━━ The records

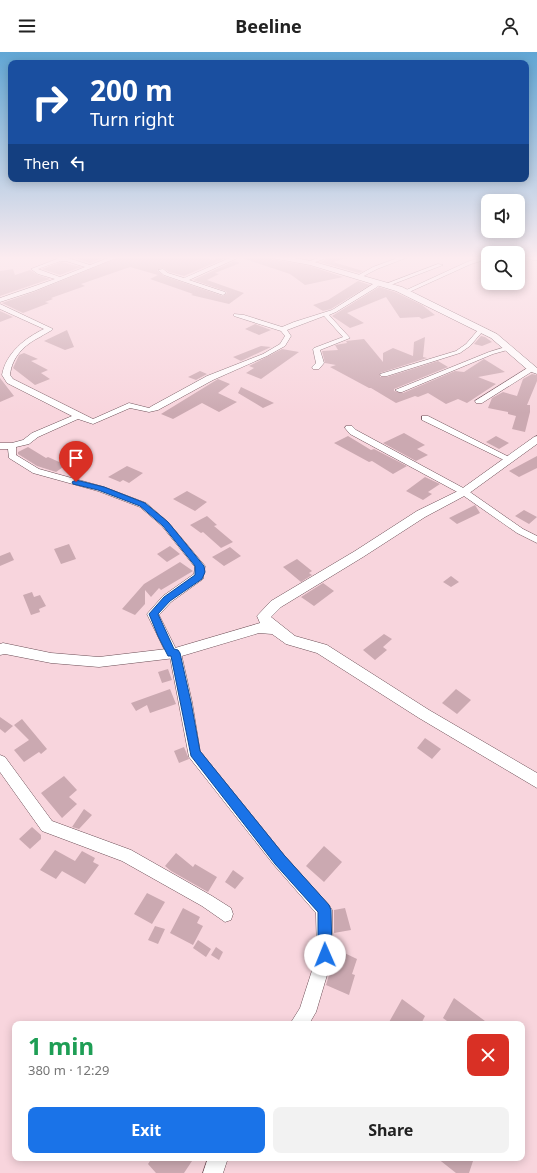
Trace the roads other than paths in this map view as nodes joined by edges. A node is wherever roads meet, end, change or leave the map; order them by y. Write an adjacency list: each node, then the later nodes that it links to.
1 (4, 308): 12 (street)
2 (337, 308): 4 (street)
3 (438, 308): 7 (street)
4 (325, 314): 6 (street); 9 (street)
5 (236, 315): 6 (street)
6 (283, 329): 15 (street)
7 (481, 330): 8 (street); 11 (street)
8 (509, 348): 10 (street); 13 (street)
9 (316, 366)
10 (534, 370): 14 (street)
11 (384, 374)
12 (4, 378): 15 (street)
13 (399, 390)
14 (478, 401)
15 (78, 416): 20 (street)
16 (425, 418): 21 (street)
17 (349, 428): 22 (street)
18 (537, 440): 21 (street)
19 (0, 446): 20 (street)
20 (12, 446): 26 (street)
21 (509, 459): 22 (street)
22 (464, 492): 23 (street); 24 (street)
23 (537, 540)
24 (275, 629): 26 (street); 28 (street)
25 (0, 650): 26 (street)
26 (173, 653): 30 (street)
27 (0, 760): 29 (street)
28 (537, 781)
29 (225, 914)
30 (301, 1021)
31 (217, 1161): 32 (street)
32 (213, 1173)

━━━━
━━ The records

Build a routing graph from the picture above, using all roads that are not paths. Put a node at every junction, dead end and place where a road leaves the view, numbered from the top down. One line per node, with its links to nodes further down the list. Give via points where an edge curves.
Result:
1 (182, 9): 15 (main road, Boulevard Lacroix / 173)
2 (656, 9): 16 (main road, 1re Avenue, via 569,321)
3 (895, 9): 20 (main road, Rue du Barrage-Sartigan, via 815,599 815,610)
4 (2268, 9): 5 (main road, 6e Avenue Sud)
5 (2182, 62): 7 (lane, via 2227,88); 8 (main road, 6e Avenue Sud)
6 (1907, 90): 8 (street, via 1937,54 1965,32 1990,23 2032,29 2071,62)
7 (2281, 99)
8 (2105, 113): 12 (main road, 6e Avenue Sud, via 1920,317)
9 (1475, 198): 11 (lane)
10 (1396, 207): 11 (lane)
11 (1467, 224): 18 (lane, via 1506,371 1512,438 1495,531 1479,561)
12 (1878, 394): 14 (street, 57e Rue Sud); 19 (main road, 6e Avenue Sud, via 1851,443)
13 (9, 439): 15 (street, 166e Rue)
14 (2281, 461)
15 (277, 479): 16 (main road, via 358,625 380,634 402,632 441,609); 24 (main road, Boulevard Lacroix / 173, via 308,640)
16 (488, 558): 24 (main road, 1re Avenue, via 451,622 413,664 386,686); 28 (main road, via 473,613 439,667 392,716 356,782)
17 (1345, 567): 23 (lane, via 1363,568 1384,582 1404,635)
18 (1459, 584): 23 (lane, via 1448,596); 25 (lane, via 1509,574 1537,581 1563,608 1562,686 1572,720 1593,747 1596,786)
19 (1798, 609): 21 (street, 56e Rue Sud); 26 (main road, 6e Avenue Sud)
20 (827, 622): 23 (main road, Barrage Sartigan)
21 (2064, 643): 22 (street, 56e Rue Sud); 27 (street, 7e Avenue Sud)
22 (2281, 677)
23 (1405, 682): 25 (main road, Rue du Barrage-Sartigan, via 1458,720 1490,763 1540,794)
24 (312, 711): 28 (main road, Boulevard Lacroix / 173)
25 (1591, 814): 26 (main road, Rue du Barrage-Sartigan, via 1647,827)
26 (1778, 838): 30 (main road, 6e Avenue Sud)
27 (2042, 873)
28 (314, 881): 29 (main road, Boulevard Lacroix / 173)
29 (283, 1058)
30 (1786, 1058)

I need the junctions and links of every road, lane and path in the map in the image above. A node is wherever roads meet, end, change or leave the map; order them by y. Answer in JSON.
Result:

━━━━
━━ The records

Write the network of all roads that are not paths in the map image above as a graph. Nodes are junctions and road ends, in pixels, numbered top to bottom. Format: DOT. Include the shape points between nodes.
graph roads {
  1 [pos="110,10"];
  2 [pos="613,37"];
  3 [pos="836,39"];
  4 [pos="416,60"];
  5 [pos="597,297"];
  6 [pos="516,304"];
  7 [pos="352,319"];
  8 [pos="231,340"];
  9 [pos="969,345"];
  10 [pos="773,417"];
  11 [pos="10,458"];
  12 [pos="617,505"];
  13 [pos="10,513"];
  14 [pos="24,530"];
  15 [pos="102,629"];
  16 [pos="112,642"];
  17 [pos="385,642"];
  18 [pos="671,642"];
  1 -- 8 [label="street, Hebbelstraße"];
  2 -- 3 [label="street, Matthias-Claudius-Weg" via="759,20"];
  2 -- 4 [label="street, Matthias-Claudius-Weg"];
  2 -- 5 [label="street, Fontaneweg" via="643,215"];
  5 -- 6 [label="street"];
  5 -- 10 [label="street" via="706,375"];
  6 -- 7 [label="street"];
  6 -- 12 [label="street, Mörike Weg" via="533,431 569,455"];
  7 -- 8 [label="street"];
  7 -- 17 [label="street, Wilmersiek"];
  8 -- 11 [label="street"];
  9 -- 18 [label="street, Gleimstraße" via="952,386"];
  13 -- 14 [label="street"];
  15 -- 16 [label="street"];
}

━━━━

» **Problem description**:
Lines above that have "every": copy each of them.

» **Exercise response**:
Build a routing graph from the picture above, using all roads that are not paths. Put a node at every junction, dead end and place where a road leaves the view, numbered from the top down. One line per node, with its links to nodes further down the list. Give via points where an edge curves.
I need the junctions and links of every road, lane and path in the map in the image above. A node is wherever roads meet, end, change or leave the map; order them by y. Answer in JSON.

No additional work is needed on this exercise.